• WHAT THE EXERCISE ASKS
Only lines with the word "than" belong in the answer; copy them from the records below.

• RECORD SET
▼

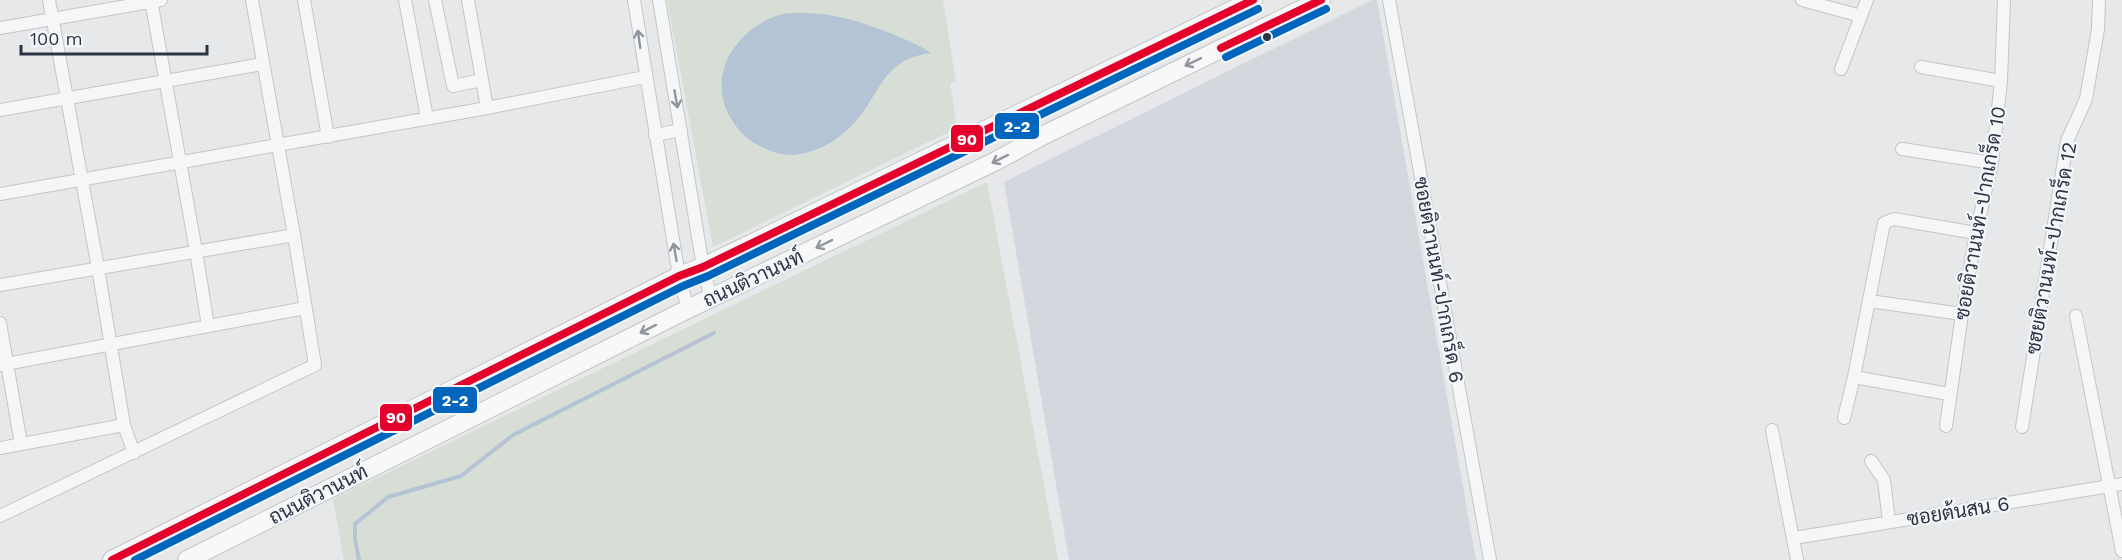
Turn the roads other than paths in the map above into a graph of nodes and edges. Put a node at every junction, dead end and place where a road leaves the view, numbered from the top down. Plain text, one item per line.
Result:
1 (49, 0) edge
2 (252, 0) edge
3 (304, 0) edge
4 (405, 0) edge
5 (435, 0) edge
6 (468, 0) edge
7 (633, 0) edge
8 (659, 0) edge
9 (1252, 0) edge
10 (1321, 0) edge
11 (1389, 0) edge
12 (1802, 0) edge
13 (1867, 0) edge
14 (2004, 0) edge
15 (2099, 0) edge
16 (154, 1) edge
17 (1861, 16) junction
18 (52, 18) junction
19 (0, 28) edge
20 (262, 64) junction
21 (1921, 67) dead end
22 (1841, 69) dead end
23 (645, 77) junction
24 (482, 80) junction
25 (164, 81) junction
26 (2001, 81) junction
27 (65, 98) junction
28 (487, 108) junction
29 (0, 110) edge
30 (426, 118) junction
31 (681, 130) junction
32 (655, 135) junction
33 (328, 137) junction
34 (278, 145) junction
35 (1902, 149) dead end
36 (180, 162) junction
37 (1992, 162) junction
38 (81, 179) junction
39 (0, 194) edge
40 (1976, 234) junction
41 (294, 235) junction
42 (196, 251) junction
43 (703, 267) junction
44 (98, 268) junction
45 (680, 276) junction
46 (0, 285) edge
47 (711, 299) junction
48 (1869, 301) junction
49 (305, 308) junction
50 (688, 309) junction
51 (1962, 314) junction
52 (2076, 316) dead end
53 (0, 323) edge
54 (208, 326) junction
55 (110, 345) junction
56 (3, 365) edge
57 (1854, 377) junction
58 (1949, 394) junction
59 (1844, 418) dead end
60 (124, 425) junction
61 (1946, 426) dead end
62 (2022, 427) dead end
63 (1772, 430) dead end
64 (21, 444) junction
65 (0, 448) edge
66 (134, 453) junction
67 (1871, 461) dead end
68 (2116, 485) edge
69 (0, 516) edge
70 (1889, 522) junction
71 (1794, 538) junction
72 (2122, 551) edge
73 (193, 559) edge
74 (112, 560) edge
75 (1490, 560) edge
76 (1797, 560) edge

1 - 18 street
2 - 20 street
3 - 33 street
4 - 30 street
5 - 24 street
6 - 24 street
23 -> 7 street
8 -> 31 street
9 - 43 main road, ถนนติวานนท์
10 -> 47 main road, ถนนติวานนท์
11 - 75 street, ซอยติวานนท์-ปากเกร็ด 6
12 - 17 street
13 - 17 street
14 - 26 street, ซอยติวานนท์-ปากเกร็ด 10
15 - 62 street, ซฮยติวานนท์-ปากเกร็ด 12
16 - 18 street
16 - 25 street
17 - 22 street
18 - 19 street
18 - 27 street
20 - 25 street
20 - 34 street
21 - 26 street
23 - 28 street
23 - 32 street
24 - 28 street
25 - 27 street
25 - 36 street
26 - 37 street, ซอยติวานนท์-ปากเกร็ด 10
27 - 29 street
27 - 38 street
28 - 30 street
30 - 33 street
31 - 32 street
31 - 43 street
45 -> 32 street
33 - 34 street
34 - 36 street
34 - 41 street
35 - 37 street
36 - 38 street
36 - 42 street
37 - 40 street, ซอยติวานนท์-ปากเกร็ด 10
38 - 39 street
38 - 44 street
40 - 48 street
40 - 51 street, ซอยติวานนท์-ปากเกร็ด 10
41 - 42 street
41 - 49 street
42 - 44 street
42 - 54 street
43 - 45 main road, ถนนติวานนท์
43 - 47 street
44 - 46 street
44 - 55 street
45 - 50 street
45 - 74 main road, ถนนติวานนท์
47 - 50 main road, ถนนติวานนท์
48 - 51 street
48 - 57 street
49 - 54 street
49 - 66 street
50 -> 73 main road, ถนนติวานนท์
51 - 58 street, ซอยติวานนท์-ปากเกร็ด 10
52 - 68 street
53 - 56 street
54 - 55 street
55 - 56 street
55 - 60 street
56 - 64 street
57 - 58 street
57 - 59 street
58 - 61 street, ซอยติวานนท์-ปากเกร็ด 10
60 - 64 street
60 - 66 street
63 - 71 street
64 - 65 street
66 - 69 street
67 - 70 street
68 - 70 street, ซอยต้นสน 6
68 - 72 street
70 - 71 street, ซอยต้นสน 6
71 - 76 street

▲
▼

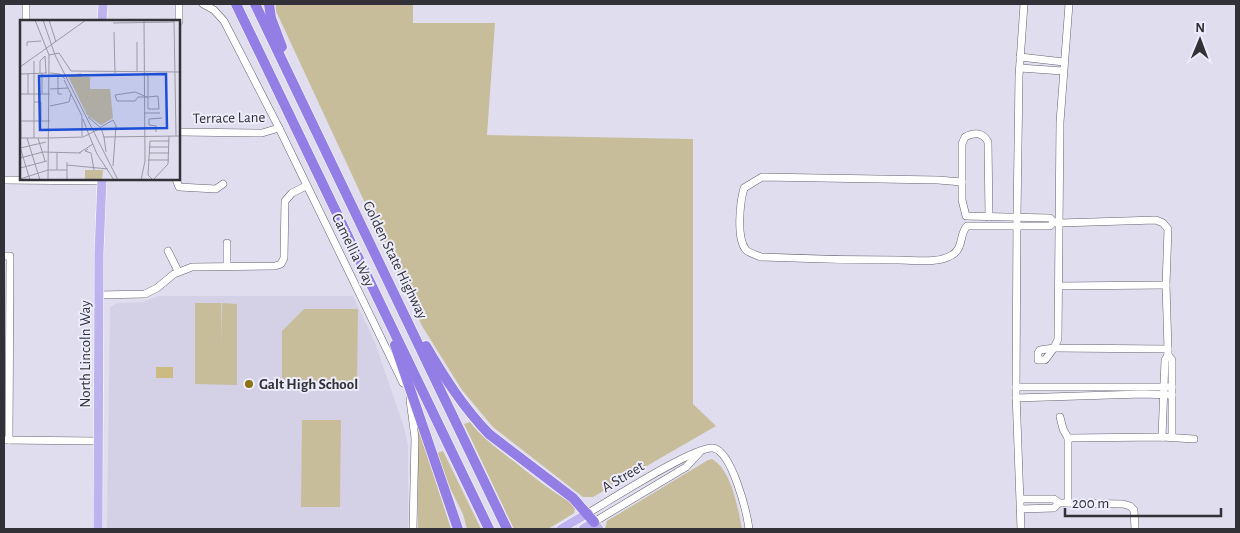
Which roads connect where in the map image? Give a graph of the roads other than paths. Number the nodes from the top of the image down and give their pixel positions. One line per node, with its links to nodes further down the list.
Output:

▲

• EXERCISE SOLUTION
Turn the roads other than paths in the map above into a graph of nodes and edges. Put a node at every junction, dead end and place where a road leaves the view, numbered from the top down. Plain text, one item per line.
Which roads connect where in the map image? Give a graph of the roads other than paths. Number the nodes from the top of the image down and give their pixel positions. One line per node, with its links to nodes further down the list.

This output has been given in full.